In a groundbreaking discovery, Chinese scientists have identified a previously unknown bacterial species aboard the Tiangong space station. Named Niallia tiangongensis, this microbe exhibits remarkable adaptations to the harsh conditions of space, offering new insights into microbial survival beyond Earth.

Discovery and Identification
During the Shenzhou-15 mission in May 2023, taikonauts collected swab samples from various surfaces within the Tiangong space station as part of the China Space Station Habitation Area Microbiome Program (CHAMP). These samples were frozen and returned to Earth for analysis. Researchers from the Shenzhou Space Biotechnology Group and the Beijing Institute of Spacecraft System Engineering conducted genomic sequencing and phenotypic analyses, leading to the identification of a new species within the genus Niallia, officially named Niallia tiangongensis.

Niallia tiangongensis is a Gram-positive, aerobic, spore-forming, rod-shaped bacterium.
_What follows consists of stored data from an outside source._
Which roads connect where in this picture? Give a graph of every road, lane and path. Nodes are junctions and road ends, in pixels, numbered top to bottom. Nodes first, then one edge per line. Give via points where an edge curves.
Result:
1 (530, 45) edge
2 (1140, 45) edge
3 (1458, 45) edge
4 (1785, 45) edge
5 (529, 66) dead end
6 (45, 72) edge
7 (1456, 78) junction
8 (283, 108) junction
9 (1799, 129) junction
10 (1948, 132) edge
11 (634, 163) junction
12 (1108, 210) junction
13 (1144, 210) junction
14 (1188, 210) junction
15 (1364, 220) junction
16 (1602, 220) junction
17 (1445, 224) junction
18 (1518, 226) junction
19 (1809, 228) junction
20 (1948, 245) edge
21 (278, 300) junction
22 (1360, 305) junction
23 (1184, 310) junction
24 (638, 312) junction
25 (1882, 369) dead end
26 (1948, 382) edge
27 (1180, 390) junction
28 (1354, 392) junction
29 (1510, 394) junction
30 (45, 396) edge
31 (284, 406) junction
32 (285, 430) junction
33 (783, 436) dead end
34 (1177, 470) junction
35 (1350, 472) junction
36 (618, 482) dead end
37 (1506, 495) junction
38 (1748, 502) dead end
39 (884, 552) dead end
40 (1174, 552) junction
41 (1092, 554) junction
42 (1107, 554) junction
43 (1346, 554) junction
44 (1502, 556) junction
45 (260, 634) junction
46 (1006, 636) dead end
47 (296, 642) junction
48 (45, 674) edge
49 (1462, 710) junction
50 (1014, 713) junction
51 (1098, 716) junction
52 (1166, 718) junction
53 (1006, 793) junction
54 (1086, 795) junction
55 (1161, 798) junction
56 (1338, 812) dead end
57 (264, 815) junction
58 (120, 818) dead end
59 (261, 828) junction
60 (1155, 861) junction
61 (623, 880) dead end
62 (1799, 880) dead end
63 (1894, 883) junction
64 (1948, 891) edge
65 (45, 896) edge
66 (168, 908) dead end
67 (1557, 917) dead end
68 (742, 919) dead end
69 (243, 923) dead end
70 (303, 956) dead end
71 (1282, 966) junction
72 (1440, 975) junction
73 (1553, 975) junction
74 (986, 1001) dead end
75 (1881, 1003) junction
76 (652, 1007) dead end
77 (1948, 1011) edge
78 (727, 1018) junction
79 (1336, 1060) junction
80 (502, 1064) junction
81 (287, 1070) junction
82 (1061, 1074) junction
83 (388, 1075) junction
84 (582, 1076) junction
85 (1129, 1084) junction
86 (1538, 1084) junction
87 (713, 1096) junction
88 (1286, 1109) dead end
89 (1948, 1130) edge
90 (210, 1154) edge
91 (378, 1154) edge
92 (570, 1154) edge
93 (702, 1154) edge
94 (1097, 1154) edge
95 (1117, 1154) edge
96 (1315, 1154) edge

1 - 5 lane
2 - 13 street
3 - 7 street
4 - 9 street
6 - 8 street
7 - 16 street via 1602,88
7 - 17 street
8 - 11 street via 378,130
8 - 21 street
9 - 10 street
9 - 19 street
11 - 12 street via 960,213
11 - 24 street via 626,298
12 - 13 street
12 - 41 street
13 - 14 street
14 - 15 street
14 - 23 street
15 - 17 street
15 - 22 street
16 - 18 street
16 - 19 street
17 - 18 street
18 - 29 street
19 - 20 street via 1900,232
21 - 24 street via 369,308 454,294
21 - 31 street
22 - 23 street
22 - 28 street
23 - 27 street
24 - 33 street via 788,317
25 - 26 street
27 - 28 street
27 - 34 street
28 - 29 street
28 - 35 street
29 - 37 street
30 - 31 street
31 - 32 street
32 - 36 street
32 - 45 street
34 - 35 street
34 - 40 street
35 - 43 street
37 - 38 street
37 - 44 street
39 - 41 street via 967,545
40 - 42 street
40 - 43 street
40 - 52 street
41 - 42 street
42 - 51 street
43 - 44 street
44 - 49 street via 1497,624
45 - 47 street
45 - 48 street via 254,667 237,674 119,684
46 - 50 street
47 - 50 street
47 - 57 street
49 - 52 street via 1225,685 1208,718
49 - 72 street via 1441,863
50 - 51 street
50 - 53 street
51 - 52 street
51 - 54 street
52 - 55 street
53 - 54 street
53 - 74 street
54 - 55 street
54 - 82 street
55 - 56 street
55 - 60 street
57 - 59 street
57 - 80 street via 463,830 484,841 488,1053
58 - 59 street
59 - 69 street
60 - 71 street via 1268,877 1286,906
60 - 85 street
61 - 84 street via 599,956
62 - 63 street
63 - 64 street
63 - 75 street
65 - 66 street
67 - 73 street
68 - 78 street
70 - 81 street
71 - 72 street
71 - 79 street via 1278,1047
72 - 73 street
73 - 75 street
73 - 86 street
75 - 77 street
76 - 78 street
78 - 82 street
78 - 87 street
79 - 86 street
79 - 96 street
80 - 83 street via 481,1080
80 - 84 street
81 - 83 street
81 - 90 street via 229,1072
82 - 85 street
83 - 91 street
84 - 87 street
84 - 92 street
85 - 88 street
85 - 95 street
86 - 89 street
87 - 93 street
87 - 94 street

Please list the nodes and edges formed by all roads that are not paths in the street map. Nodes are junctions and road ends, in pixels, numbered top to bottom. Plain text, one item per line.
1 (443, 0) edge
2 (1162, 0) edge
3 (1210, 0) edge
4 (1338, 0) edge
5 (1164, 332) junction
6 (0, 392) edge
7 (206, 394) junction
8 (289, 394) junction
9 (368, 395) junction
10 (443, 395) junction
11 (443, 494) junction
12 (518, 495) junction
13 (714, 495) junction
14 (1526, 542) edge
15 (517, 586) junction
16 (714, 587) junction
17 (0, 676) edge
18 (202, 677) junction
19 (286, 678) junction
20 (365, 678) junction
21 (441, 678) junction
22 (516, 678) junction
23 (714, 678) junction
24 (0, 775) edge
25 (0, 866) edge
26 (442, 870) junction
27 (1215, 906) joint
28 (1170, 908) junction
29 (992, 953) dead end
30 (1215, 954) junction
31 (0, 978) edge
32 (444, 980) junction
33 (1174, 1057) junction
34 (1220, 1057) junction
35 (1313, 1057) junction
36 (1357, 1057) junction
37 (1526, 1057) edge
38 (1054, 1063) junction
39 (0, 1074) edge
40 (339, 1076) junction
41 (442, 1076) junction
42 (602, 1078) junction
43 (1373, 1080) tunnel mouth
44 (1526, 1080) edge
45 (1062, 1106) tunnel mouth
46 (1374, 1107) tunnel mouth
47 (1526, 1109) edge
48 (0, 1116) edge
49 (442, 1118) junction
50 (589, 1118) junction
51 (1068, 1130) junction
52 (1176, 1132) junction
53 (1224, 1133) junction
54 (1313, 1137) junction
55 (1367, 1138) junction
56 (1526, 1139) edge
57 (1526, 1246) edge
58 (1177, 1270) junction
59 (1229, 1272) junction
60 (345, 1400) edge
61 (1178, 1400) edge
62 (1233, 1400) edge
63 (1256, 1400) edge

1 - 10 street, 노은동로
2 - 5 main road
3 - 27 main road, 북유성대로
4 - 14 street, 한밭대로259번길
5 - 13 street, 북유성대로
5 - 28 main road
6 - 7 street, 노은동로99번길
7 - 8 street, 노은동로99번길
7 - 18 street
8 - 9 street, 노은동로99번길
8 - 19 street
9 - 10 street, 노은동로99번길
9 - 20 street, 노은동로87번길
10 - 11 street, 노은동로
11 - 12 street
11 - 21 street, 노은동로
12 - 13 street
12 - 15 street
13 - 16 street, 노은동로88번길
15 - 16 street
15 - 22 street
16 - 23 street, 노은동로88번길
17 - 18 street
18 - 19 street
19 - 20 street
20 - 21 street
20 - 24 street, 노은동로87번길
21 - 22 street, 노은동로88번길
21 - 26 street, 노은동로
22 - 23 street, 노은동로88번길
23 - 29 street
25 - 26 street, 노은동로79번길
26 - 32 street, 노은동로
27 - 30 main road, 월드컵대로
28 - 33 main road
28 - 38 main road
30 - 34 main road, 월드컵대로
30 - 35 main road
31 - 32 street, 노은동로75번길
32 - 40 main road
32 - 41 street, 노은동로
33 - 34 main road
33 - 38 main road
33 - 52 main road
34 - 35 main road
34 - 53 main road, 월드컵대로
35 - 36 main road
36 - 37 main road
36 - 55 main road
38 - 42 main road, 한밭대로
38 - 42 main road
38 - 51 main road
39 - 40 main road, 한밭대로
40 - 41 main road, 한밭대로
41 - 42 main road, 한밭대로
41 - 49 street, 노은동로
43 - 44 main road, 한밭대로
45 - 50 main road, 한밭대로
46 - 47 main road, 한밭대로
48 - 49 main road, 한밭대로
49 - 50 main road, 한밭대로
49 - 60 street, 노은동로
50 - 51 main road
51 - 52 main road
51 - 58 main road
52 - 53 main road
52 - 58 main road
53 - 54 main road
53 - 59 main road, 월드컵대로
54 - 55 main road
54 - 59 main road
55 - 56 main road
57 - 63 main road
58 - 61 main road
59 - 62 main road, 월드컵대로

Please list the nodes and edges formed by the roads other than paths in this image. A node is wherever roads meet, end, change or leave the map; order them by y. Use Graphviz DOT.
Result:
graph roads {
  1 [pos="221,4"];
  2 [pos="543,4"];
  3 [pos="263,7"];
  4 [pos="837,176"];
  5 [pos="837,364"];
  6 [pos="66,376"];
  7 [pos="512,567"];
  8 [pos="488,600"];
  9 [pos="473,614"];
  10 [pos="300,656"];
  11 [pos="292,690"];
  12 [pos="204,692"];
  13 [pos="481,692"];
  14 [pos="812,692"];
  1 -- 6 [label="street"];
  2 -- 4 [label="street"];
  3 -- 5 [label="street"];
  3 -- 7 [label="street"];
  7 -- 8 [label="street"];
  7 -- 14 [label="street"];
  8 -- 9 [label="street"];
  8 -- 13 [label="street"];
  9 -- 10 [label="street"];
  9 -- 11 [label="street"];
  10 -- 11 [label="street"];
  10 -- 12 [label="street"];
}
It demonstrates several adaptations that enable it to thrive in the extreme environment of space:

• Gelatin Hydrolysis: The bacterium has a unique ability to hydrolyze gelatin, allowing it to utilize gelatin as a substrate in nutrient-limited environments.
• Biofilm Formation: It exhibits enhanced biofilm-forming capabilities, providing protection against radiation and oxidative stress.
• Radiation Resistance: The bacterium shows a heightened oxidative stress response and mechanisms for repairing radiation-induced damage, aiding its survival in space.

The discovery of Niallia tiangongensis has significant implications for long-duration space missions:

• Astronaut Health: Understanding the characteristics of microbes during extended space missions is essential for safeguarding the health of astronauts and maintaining the functionality of spacecraft .
• Spacecraft Integrity: The bacterium’s ability to form biofilms and resist radiation could impact the materials and systems aboard spacecraft, necessitating the development of more robust sanitation protocols.
• Biotechnological Applications: The unique properties of Niallia tiangongensis may have applications in biotechnology, such as developing new materials or systems for waste recycling and life support in space environments .

Ongoing Research and Future Studies
While Niallia tiangongensis is closely related to the terrestrial bacterium Niallia circulans, known to cause sepsis in immunocompromised individuals, the pathogenic potential of the space-derived strain remains under investigation . Further studies are needed to determine whether the bacterium poses any health risks to astronauts and to explore its potential applications in space exploration and biotechnology.

This discovery underscores the importance of monitoring microbial life in space habitats and contributes to our understanding of how life can adapt to and survive in extraterrestrial environments.